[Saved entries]
---*---
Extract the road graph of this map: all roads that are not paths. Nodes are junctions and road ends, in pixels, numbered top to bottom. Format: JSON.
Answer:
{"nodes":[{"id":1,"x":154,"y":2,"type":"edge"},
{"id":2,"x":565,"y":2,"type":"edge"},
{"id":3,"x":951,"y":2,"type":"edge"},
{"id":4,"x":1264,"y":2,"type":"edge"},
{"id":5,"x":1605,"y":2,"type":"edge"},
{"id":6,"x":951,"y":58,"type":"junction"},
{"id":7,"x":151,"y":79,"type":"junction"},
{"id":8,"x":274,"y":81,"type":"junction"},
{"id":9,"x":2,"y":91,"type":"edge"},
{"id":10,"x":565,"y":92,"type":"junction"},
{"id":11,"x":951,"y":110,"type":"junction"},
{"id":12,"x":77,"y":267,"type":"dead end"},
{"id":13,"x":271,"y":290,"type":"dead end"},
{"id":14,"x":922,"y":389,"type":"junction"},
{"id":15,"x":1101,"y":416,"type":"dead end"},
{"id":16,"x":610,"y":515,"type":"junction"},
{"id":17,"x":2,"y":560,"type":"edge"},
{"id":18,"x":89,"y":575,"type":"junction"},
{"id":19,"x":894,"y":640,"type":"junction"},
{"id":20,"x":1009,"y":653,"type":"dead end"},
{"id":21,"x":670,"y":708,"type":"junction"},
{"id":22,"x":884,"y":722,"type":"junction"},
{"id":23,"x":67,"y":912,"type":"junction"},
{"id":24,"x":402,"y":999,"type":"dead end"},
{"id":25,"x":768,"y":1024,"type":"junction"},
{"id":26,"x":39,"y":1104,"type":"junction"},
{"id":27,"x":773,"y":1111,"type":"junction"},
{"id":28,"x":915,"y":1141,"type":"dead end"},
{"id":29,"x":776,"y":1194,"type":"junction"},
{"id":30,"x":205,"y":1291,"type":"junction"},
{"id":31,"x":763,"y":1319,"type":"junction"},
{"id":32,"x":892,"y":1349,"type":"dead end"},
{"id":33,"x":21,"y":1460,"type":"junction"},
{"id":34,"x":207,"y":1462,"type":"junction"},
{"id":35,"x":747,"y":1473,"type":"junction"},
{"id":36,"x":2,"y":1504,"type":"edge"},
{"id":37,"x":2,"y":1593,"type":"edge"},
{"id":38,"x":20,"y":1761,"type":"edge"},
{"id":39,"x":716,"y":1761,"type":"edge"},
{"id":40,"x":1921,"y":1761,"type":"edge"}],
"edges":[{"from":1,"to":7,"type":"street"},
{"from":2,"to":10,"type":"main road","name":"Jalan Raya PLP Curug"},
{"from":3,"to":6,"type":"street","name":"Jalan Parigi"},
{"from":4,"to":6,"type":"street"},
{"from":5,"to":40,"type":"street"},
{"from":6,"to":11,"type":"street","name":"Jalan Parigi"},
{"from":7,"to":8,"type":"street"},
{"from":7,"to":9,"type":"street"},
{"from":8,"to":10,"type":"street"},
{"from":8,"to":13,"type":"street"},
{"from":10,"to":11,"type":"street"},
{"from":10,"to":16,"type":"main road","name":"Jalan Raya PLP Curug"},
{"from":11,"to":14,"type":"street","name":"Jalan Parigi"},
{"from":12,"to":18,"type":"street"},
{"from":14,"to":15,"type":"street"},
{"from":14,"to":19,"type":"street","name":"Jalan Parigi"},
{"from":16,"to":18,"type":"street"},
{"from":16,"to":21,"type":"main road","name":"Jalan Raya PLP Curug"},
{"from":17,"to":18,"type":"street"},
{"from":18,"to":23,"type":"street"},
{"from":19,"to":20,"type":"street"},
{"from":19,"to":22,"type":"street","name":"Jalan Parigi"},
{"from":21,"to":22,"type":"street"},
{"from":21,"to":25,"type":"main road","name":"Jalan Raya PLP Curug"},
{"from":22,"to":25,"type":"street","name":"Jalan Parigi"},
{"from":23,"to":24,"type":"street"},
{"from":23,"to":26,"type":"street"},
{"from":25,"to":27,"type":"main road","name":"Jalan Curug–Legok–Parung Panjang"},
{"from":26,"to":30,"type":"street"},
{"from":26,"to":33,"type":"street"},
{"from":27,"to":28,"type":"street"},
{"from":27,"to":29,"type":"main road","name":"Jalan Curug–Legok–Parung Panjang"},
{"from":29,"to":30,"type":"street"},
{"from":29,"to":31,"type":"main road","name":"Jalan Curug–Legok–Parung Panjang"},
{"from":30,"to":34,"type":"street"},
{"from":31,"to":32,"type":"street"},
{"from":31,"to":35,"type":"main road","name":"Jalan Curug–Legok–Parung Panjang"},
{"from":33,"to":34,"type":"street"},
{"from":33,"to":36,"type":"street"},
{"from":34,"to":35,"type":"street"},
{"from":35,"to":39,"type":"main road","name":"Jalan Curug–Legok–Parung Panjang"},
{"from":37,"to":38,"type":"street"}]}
---*---
■ **Assigned task**: Filter the entries down to the lines with the word "Panjang" in them, and copy those lines.

■ **Answer box**:
{"from":25,"to":27,"type":"main road","name":"Jalan Curug–Legok–Parung Panjang"},
{"from":27,"to":29,"type":"main road","name":"Jalan Curug–Legok–Parung Panjang"},
{"from":29,"to":31,"type":"main road","name":"Jalan Curug–Legok–Parung Panjang"},
{"from":31,"to":35,"type":"main road","name":"Jalan Curug–Legok–Parung Panjang"},
{"from":35,"to":39,"type":"main road","name":"Jalan Curug–Legok–Parung Panjang"},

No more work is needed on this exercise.